A MÔÇA DO ACORDEON

18.04.2003 - Sexta feira da Paixão.As tradiçoes herdadas de meu pai fizeram-me despertar muito cedo e antes que o sol nascesse,colhi algumas ervas de cheiro.Durante os anos de nossa convivência lhe vi assiduamente cumprindo este ritual.Colhia as ervas, ainda orvalhadas, as colocava cuidadosamente em algum lugar da casa e aquelas que ainda restavam do ano anterior, eram incineradas.Acreditava êle que as plantas colhidas nestas condições e neste dia,traziam nas seivas algo de bendito e assim , com poderes de curar ou afastar os males.
Veio-me à lembrança as manhãs de sexta feira santa.O ar daquela casa ,embalsamado de alecrins.A cesta de vime repleta de marcelas do campo.A miudez daquelas flores ,de um amarelo melancólico, conservando ainda um pouco do frescor da madrugada.E lá estava êle,em sua cadeira.Nas mãos a cuia de chimarrão,o jeitão caboclo,e naquêle olhar algo de solene esperando que eu lhe pedisse a benção.Embora isso fosse um hábito,costumava ter naquêle dia um significado especial;vinha carregado de um respeito tão profundo,uma força interior tão intensa que nos tornava ainda mais unidos.
Hoje visitei o seu túmulo;e naquele silêncio procedemos a uma prestação de contas.Eu a lhe afirmar que mantive a tradição das ervas colhidas antes do nascer do sol;êle a me abençoar como sempre o fêz ao longo de sua existência.E foi envolvido naquela paz infinita que começei a vagar pelo campo santo observando aqui e ali, placas, datas e nomes daquêles que se foram.Uma delas,bem ao fundo proxima aos cipestres que cobriam o muro despertou-me a atenção.A jovem mulher da foto na placa de bronze,dedilhava um acordeon.Aproximei-me da lápide e o olhar penetrante daquela môça de cabelos encaracolados portando o instrumento musical mostrou-se meu velho conhecido.Inclinei-me,e então,o seu nome:Elza de Oliveira Ribas,a "dona Elza",professôra que fora durante longos anos nas escolas de meu bairro.Subitamente,uma volta no tempo,e lá...

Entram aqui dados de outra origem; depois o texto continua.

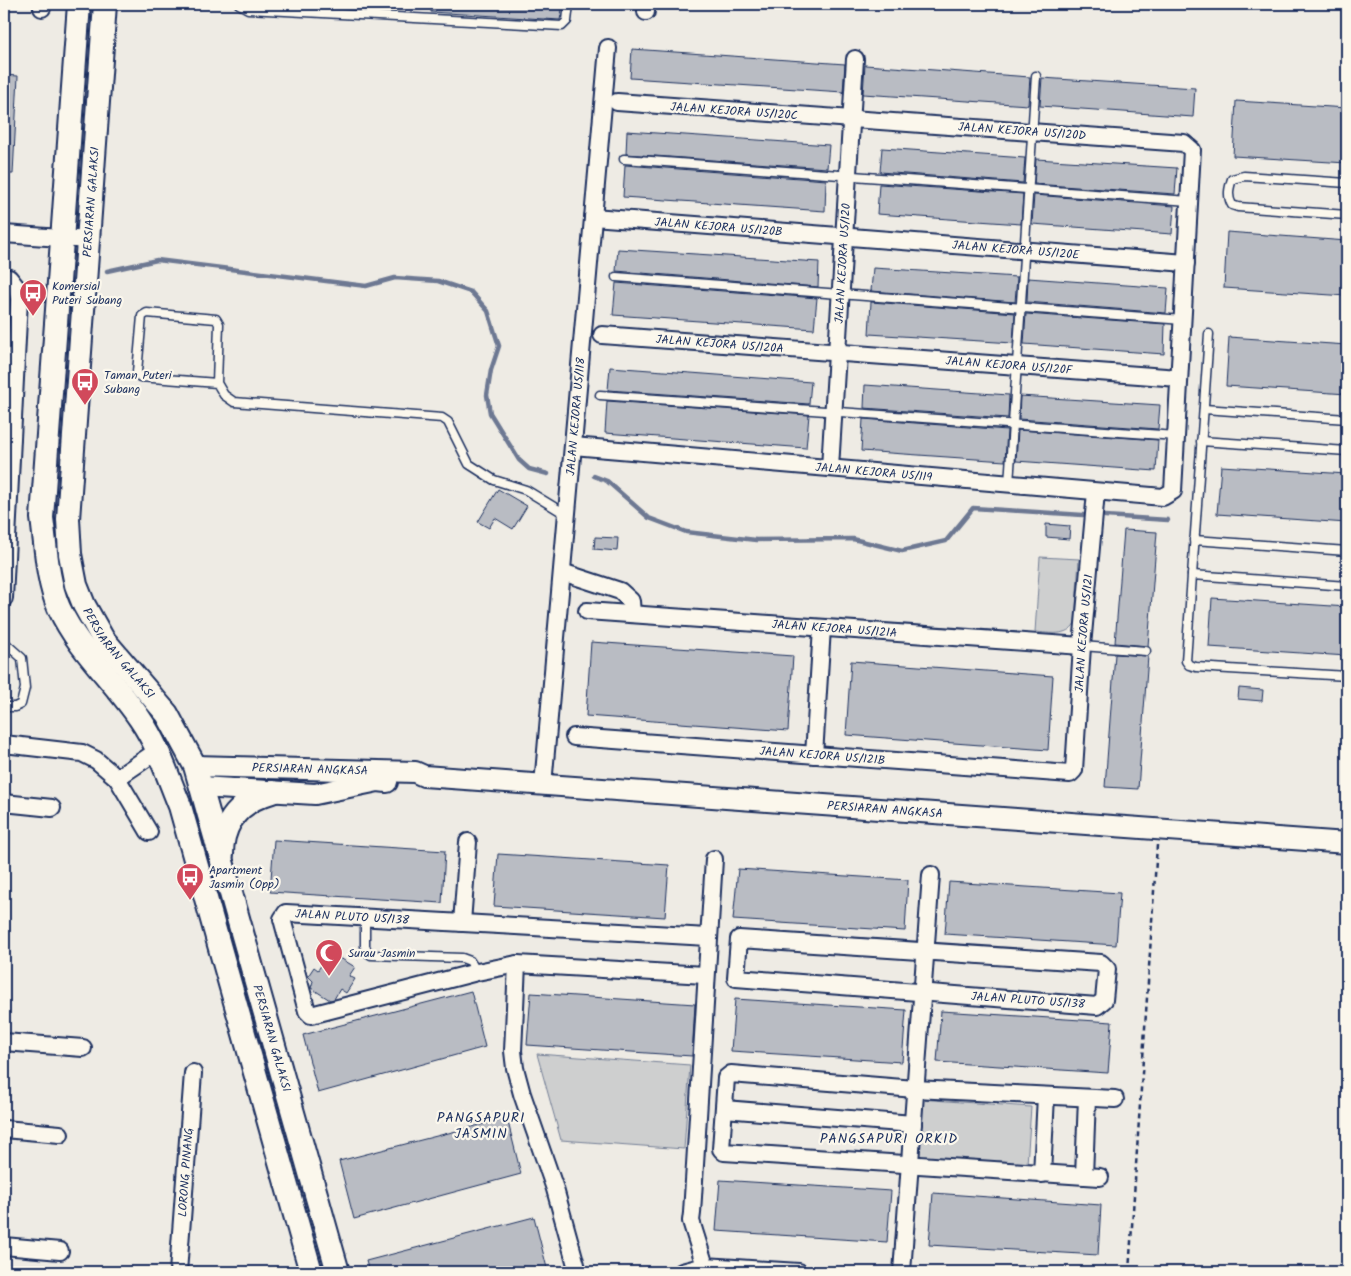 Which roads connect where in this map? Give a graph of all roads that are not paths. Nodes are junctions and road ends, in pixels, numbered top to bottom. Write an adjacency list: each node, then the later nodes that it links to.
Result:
1 (79, 4): 20 (main road, PERSIARAN GALAKSI)
2 (105, 4): 21 (main road, PERSIARAN GALAKSI)
3 (239, 4): 4 (lane)
4 (569, 4)
5 (608, 48): 17 (street, JALAN KEJORA U5/118)
6 (855, 59): 9 (street, JALAN KEJORA U5/120)
7 (1036, 76): 10 (lane)
8 (617, 102): 9 (street, JALAN KEJORA U5/120C)
9 (852, 119): 10 (street, JALAN KEJORA U5/120D); 12 (street, JALAN KEJORA U5/120)
10 (1032, 132): 14 (lane); 15 (street, JALAN KEJORA U5/120D)
11 (624, 159): 12 (lane)
12 (848, 176): 14 (lane); 19 (street, JALAN KEJORA U5/120)
13 (1347, 183): 16 (lane)
14 (1028, 189): 15 (lane); 22 (lane)
15 (1189, 201): 23 (street)
16 (1347, 215)
17 (593, 217): 19 (street, JALAN KEJORA U5/120B); 42 (street, JALAN KEJORA U5/118)
18 (4, 234): 20 (street)
19 (844, 237): 22 (street, JALAN KEJORA U5/120E); 26 (street, JALAN KEJORA U5/120)
20 (62, 238): 21 (street); 63 (main road, PERSIARAN GALAKSI)
21 (89, 240): 71 (main road, PERSIARAN GALAKSI)
22 (1024, 251): 23 (street, JALAN KEJORA U5/120E); 27 (lane)
23 (1186, 263): 28 (street)
24 (616, 277): 26 (lane)
25 (4, 278): 47 (street)
26 (841, 294): 27 (lane); 31 (street, JALAN KEJORA U5/120)
27 (1020, 308): 28 (lane); 32 (lane)
28 (1183, 320): 33 (street)
29 (1209, 334): 36 (lane)
30 (602, 335): 31 (street, JALAN KEJORA U5/120A)
31 (837, 354): 32 (street, JALAN KEJORA U5/120F); 37 (street, JALAN KEJORA U5/120)
32 (1017, 366): 33 (street, JALAN KEJORA U5/120F); 39 (lane)
33 (1179, 378): 40 (street)
34 (217, 383): 34 (lane); 48 (lane)
35 (600, 395): 37 (lane)
36 (1204, 408): 38 (lane); 41 (lane)
37 (833, 412): 39 (lane); 44 (street, JALAN KEJORA U5/120)
38 (1347, 419)
39 (1013, 424): 40 (lane); 45 (lane)
40 (1176, 436): 46 (street, JALAN KEJORA U5/119)
41 (1201, 441): 43 (lane); 49 (lane)
42 (573, 446): 44 (street, JALAN KEJORA U5/119); 48 (street, JALAN KEJORA U5/118)
43 (1347, 452)
44 (830, 468): 45 (street, JALAN KEJORA U5/119)
45 (1009, 484): 46 (street, JALAN KEJORA U5/119)
46 (1096, 492): 59 (street, JALAN KEJORA U5/121)
47 (7, 498): 54 (street)
48 (567, 516): 51 (street, JALAN KEJORA U5/118)
49 (1194, 540): 50 (lane); 52 (lane)
50 (1347, 551)
51 (562, 572): 56 (street); 72 (street, JALAN KEJORA U5/118)
52 (1192, 575): 53 (lane); 61 (lane)
53 (1347, 586)
54 (4, 598)
55 (586, 611): 56 (street, JALAN KEJORA U5/121A)
56 (632, 614): 57 (street, JALAN KEJORA U5/121A)
57 (822, 628): 59 (street, JALAN KEJORA U5/121A); 67 (street)
58 (4, 642): 62 (lane)
59 (1082, 646): 60 (lane); 68 (street, JALAN KEJORA U5/121)
60 (1146, 650)
61 (1347, 676)
62 (4, 707)
63 (140, 718): 66 (main road, PERSIARAN GALAKSI); 71 (main road)
64 (574, 737): 67 (street, JALAN KEJORA U5/121B)
65 (4, 744): 70 (street)
66 (157, 751): 70 (street); 80 (main road, PERSIARAN GALAKSI)
67 (814, 755): 68 (street, JALAN KEJORA U5/121B)
68 (1070, 774)
69 (424, 776): 71 (street, PERSIARAN ANGKASA); 72 (street, PERSIARAN ANGKASA); 73 (street, PERSIARAN ANGKASA)
70 (117, 778): 76 (street)
71 (195, 778): 73 (street, PERSIARAN ANGKASA); 79 (main road, PERSIARAN GALAKSI); 80 (main road)
72 (543, 785): 78 (street, PERSIARAN ANGKASA)
73 (272, 792): 79 (main road)
74 (4, 803): 75 (street)
75 (52, 808)
76 (149, 832)
77 (468, 842): 84 (street)
78 (1347, 843)
79 (222, 858): 109 (main road, PERSIARAN GALAKSI)
80 (196, 859): 108 (main road, PERSIARAN GALAKSI)
81 (714, 859): 85 (street)
82 (932, 875): 86 (street)
83 (365, 918): 84 (street, JALAN PLUTO U5/138); 88 (lane); 88 (street, JALAN PLUTO U5/138)
84 (462, 923): 85 (street, JALAN PLUTO U5/138)
85 (708, 937): 89 (street)
86 (926, 952): 90 (street); 90 (street, JALAN PLUTO U5/138); 90 (street, JALAN PLUTO U5/138)
87 (516, 964): 88 (street, JALAN PLUTO U5/138); 89 (street, JALAN PLUTO U5/138); 110 (street)
88 (477, 972)
89 (705, 975): 106 (street)
90 (923, 992): 94 (street)
91 (4, 1042): 92 (street)
92 (83, 1048)
93 (193, 1074): 107 (street, LORONG PINANG)
94 (915, 1089): 95 (street); 98 (street); 99 (street)
95 (1046, 1096): 96 (street); 103 (street)
96 (1088, 1098): 97 (street); 103 (street)
97 (1115, 1099)
98 (724, 1109): 99 (street); 102 (street)
99 (913, 1124): 102 (street)
100 (4, 1129): 101 (street)
101 (60, 1134)
102 (910, 1166): 103 (street); 113 (street)
103 (1042, 1174)
104 (4, 1246): 105 (street)
105 (60, 1251)
106 (705, 1266): 111 (street); 112 (street)
107 (178, 1272)
108 (311, 1272)
109 (338, 1272)
110 (578, 1272)
111 (682, 1272)
112 (799, 1272)
113 (902, 1272)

"Adélio e Labibe",seus pais...O carinho com que falavam dos filhos,em especial de Elza,a que era professôra!A pequena venda de seu Adélio,os balcões envidraçados repletos de guloseimas.Dona Labibe retirando do forno à lenha,suspiros deliciosos que ela mesma preparava.A rua do Fomento estendida em sua calma com poucas casas onde moravam "compadres"que cultivavam o hábito de visitarem-se.A pasmaceira dos galos cantando pelos quintais e carroçeiros chegando para "um gole" na bodega do Adélio.O tempo não apaga nossas melhores lembranças;torna-as embassadas,empoeiradas apenas,bastando uma ligeira sacudida para que retomem o viço de seus tempos.Aquela foto resgatou-me os ecos do acordeon de dona Elza vindos daquela sala com paredes repletas de fotografias e onde sofás e tapetes tinham cores alegres.Fez-me rever o balcão envidraçado da venda e atrás dêle,dona Labibe servindo os fregueses com a sua simpatia e a doçura dos suspiros,carregando nos olhos profundamente azuis,o orgulho da mãe da normalista;"A que tocava acordeon".